*DIRECTIONS*
Wherever a line of the listing holds the string "مجید", copy that line.
+++ DATASET RECORDS +++
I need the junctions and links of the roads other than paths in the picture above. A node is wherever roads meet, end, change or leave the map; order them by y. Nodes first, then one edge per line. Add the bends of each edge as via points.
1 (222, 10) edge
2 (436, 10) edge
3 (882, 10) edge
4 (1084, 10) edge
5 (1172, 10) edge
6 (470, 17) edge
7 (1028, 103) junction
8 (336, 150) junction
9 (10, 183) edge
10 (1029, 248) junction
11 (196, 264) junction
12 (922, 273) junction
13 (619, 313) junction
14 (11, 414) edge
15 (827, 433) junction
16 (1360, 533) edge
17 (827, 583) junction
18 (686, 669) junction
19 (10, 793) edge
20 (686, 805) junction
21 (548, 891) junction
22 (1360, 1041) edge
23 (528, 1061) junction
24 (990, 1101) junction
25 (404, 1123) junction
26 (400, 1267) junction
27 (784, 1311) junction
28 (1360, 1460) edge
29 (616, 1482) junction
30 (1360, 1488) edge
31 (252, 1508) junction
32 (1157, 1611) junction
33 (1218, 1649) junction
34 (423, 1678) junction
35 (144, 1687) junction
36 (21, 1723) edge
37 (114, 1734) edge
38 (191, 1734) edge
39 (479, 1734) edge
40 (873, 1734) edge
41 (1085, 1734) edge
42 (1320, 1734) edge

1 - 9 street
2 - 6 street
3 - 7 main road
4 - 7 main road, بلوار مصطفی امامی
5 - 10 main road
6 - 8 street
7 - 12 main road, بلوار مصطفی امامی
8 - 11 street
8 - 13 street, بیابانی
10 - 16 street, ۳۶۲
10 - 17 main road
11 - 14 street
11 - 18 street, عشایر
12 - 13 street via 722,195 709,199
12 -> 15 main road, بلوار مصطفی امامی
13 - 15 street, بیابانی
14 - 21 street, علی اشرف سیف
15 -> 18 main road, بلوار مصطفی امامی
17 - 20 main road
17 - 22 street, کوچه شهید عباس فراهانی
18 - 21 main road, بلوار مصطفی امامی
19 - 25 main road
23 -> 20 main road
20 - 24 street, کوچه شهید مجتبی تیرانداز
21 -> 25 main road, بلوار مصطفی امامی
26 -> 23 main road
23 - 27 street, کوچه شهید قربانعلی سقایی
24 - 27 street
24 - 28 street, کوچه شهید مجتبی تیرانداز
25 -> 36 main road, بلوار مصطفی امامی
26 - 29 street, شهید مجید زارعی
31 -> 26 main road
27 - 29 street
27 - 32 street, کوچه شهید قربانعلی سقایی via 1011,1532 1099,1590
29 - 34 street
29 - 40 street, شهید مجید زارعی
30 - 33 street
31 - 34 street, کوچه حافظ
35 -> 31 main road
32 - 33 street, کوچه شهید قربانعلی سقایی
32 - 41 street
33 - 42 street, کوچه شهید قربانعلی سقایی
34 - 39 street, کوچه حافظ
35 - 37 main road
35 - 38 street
+++
*RESPONSE BELOW*
26 - 29 street, شهید مجید زارعی
29 - 40 street, شهید مجید زارعی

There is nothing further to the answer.